Горели витрины, у метро, на каменной плоскости как всегда, курили люди. Шагнув через стеклянные двери, я словно снова опьянел. Очнулся только когда уже пересел на «красную». И снова ощущал себя совсем трезвым.


Я огляделся. Качался полупустой вагон. Вытертые сиденья. Не смотрел на часы, но думаю, мне повезло, что не проспал все поезда. Ехало несколько человек. Взгляд мой приковала девушка. Ее глаза смотрели сосредоточенно из под вьющихся, стянутых в косу, волос. Она смотрела в одну точку, и я не мог понять, то ли она обижена, то ли напряжена, от того, что одна и поздно. Брови сдвинуты. Руки на коленях. Вложить в них меч, и оживет Юдифь Кароваджо.


Красивая девушка вызывала поток мыслей: «Почему я не с ней? Почему я не могу дать ей любовь? Я же даю любовь не только ради себя, я делюсь ей, как Солнце делится светом. Нет ни одного человека, которому нравятся картины только одного художника. Каждый прекрасен в своем. Идя в музей, в галерею, мы наслаждаемся разным. Я понимаю разную красоту, нежность, бархат плеч и щек, теней, плывущих грациозно по спине. И я не могу любить одну форму, потому что в статике теряется жизнь. Форма должна меняться. Плавно, резко, страстно, холодно, но не однообразно. Если я преклонюсь одной форме, мой путь будет закончен».

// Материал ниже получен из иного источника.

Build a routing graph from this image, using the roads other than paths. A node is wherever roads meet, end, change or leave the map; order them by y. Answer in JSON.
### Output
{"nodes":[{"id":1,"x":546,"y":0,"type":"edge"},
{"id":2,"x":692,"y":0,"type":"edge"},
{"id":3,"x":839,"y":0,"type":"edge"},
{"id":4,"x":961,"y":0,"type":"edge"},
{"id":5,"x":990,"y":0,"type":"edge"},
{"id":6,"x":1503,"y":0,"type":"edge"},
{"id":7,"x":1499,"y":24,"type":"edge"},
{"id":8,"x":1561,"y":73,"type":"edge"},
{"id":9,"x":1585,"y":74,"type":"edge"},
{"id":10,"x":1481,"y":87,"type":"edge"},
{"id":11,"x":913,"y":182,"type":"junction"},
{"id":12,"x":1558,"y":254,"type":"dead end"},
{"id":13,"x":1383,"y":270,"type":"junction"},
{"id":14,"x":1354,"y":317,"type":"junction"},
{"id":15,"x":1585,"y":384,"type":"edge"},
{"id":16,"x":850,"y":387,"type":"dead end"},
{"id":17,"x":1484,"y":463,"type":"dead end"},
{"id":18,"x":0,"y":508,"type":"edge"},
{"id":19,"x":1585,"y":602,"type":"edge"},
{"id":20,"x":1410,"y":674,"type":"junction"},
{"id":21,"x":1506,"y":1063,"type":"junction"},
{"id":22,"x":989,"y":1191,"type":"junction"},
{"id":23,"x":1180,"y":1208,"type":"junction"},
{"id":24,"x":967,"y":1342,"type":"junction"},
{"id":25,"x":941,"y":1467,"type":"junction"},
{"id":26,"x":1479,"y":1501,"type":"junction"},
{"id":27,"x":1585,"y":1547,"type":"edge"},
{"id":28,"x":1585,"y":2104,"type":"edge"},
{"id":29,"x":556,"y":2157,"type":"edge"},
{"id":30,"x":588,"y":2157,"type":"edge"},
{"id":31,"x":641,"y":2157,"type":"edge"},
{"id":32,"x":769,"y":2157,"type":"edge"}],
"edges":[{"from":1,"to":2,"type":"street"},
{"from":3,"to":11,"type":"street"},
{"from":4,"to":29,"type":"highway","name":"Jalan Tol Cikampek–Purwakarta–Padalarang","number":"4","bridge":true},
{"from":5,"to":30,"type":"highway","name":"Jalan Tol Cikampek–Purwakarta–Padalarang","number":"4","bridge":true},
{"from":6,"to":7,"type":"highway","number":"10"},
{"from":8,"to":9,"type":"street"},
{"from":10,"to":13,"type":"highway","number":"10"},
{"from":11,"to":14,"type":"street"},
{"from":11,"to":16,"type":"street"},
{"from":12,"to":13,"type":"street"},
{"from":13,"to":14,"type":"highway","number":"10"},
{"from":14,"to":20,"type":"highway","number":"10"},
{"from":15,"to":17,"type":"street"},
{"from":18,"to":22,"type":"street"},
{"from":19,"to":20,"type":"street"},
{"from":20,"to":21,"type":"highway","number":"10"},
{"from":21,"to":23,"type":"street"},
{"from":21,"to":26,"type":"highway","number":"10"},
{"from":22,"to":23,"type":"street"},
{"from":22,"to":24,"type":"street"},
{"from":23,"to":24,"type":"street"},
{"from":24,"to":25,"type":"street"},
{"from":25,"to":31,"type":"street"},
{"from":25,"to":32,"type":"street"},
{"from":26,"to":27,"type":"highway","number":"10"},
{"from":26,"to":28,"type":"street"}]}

Из громкоговорителя донеслось слово: «Сокольники». Мне выходить. И если бы не мысль, что этот поезд может быть последним, я поехал бы с Юдифь, возможно, еще больше напряженной из-за остановившегося на ней моего взгляда…


Все это было вчера… Нет, позавчера!


Понедельник! Я вскочил: мастерская, горит лампа. По самоощущению уже утро. «Проспал!» – пронеслось в голове. Включил телефон. Семь тридцать. Еще десять минут…


Нюхая подмышки и носки, я искал ключи. Состояние одежды еще терпит. Надеюсь, нос не заложен…


Рассовывая по карманам деньги, документы, пропуск от работы, я оделся.


Перед выходом обежал мастерскую взглядом. Я всегда разворачивал мольберт с готовой картиной к стене, чтобы не смотреть на него поутру. Потому что утром я острее чувствовал пошлость и бездарность. Но вчера я уснул перед ним, во сне добрался до дивана, и сегодня картина оказалась обнажена. Зная это, я не смотрел на нее, пока одевался. И вот, я ее увидел:


– Ты снова вернулась ко мне, – выдохнул я и вышел за дверь. Она была искренна и не причиняла боль, – нет, это не пошло…


Вдруг, вспомнив о своем правиле, я вернулся в мастерскую и развернул мольберт…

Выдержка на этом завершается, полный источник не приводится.